**Problem requirements:** Return every line of the data below that includes the string "Give".

**Data records:**
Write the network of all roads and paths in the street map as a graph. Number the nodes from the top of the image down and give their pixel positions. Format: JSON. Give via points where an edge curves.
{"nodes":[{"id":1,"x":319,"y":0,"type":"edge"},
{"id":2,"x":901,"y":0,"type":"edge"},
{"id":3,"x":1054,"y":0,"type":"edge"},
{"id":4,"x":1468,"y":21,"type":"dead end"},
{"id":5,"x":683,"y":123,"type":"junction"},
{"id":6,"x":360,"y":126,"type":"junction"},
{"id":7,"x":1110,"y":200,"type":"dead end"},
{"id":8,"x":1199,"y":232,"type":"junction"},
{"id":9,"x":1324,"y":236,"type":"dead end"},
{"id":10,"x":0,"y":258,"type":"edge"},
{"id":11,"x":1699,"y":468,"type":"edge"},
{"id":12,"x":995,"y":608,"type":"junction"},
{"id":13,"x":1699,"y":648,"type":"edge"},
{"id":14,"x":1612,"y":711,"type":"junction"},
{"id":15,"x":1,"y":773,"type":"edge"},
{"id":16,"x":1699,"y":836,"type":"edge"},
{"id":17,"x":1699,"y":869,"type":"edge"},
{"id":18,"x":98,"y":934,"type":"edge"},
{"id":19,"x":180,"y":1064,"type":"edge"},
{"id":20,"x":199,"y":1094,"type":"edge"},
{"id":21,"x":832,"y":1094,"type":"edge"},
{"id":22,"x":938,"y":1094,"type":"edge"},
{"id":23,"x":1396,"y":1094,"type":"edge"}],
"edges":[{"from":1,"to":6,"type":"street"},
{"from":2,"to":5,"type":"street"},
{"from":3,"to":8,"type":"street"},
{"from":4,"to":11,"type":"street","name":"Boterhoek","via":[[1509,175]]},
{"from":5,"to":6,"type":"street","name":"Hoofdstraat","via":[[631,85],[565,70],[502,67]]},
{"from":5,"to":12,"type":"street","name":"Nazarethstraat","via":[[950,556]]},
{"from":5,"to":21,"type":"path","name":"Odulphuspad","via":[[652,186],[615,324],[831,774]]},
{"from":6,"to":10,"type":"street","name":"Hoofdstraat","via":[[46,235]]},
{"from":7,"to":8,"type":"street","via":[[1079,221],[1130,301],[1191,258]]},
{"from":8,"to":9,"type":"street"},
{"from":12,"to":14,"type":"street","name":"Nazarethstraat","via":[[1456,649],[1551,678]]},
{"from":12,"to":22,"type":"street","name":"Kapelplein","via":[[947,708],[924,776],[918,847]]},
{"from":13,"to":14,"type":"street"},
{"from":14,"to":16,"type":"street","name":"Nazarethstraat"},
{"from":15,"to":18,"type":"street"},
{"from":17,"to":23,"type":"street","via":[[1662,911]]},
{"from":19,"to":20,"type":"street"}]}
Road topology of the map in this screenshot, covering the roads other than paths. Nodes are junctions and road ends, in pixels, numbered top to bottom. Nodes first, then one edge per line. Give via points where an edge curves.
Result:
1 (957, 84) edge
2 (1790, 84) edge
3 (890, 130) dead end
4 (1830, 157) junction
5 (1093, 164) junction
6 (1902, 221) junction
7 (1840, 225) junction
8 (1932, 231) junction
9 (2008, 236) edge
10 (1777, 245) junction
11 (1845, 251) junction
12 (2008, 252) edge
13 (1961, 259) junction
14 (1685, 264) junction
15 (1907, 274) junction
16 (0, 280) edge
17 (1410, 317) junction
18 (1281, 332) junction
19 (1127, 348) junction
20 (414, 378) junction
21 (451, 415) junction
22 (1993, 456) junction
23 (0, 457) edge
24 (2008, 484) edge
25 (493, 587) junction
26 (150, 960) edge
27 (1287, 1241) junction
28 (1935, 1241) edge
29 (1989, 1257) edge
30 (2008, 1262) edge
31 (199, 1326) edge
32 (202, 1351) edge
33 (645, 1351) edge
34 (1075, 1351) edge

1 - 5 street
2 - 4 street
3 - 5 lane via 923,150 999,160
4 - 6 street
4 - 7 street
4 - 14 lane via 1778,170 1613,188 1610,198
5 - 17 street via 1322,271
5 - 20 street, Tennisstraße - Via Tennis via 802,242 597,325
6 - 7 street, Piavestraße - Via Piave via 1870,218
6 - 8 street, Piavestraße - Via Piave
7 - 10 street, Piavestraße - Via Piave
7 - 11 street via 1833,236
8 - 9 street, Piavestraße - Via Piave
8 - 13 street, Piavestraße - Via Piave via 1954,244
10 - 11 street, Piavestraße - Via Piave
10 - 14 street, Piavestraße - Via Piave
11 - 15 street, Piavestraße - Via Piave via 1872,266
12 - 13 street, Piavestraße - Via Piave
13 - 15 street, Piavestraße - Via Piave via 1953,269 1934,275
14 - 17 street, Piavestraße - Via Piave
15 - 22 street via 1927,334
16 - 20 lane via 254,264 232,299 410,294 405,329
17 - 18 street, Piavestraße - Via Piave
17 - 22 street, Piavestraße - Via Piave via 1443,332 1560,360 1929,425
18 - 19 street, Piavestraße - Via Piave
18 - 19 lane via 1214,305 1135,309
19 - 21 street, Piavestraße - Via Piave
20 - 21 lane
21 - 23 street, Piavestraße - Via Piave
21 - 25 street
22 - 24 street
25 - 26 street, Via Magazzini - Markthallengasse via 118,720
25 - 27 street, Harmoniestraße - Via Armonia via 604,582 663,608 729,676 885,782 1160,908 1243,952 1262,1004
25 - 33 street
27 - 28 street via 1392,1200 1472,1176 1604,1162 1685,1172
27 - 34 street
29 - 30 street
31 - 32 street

**Solution to the exercise:**
Write the network of all roads and paths in the street map as a graph. Number the nodes from the top of the image down and give their pixel positions. Format: JSON. Give via points where an edge curves.
Road topology of the map in this screenshot, covering the roads other than paths. Nodes are junctions and road ends, in pixels, numbered top to bottom. Nodes first, then one edge per line. Give via points where an edge curves.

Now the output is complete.